When you reach the line that contains "middle mcp: (423, 384)" in the data below, start reproducing lines exactly, and stop after the line that contains "ring mcp: (470, 391)".

[[ INPUT, beginning ]]

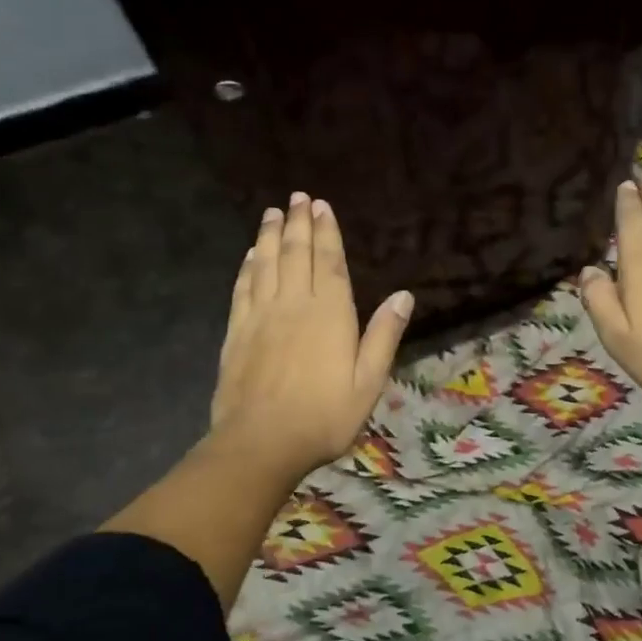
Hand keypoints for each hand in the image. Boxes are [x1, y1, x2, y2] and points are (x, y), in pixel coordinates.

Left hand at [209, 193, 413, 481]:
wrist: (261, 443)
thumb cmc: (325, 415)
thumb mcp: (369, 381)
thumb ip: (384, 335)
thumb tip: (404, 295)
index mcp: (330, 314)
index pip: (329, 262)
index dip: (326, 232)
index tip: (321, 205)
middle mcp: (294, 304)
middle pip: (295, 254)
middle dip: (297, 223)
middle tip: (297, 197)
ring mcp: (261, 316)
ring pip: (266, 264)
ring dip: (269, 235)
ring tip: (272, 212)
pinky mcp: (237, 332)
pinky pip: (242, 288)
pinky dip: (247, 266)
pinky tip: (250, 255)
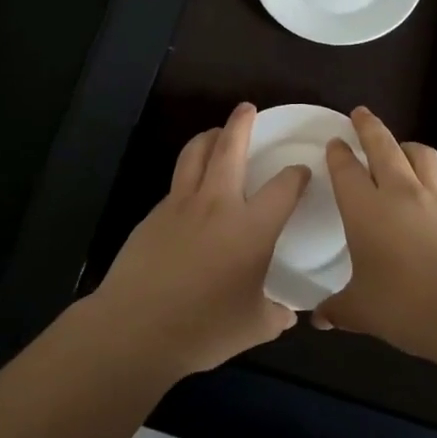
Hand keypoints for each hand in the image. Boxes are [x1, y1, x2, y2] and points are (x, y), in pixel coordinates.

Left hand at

[[ INPUT, end ]]
[[ INPUT, beginning ]]

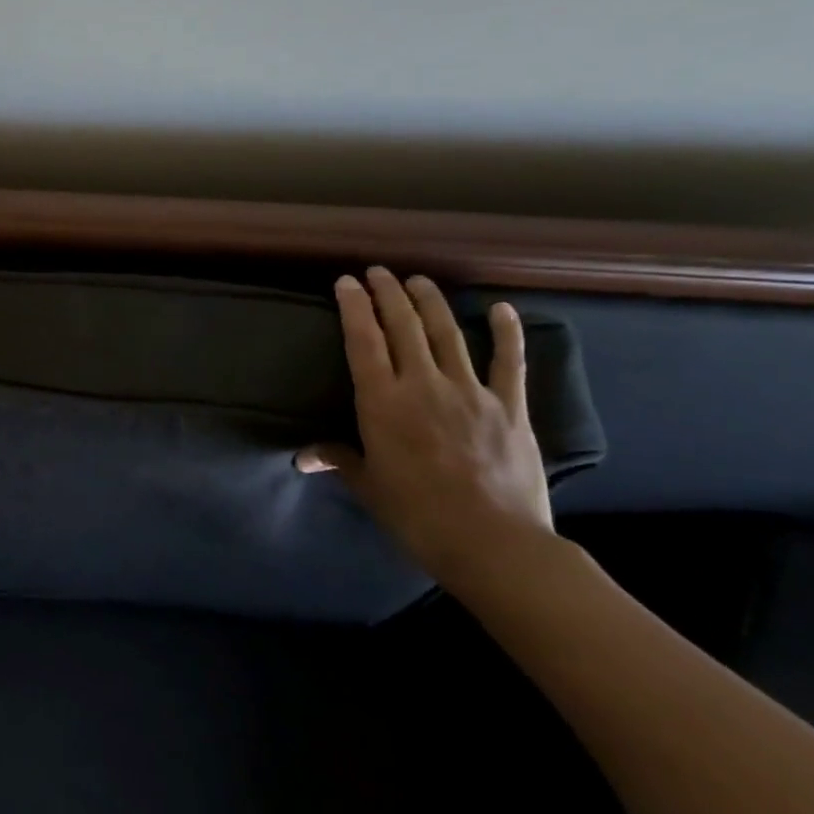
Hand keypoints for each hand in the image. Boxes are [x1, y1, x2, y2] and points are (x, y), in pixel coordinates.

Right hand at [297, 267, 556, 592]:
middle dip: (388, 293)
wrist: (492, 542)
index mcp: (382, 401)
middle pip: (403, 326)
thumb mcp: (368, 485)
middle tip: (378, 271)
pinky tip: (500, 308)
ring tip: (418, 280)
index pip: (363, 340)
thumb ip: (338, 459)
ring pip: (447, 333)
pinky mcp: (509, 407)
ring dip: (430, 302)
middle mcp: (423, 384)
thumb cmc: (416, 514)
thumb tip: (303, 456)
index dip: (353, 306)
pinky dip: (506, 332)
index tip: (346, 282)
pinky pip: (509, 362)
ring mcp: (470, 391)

[[ INPUT, end ]]
[[ INPUT, beginning ]]

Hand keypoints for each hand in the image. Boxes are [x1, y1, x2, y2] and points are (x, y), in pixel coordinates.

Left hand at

[[ INPUT, end ]]

• **YOUR SOLUTION**
middle mcp: (423, 384)
thumb cmc: (416, 514)
thumb tip: (303, 456)
index dip: (353, 306)
pinky dip: (506, 332)
index tip: (346, 282)
pinky pip: (509, 362)
ring mcp: (470, 391)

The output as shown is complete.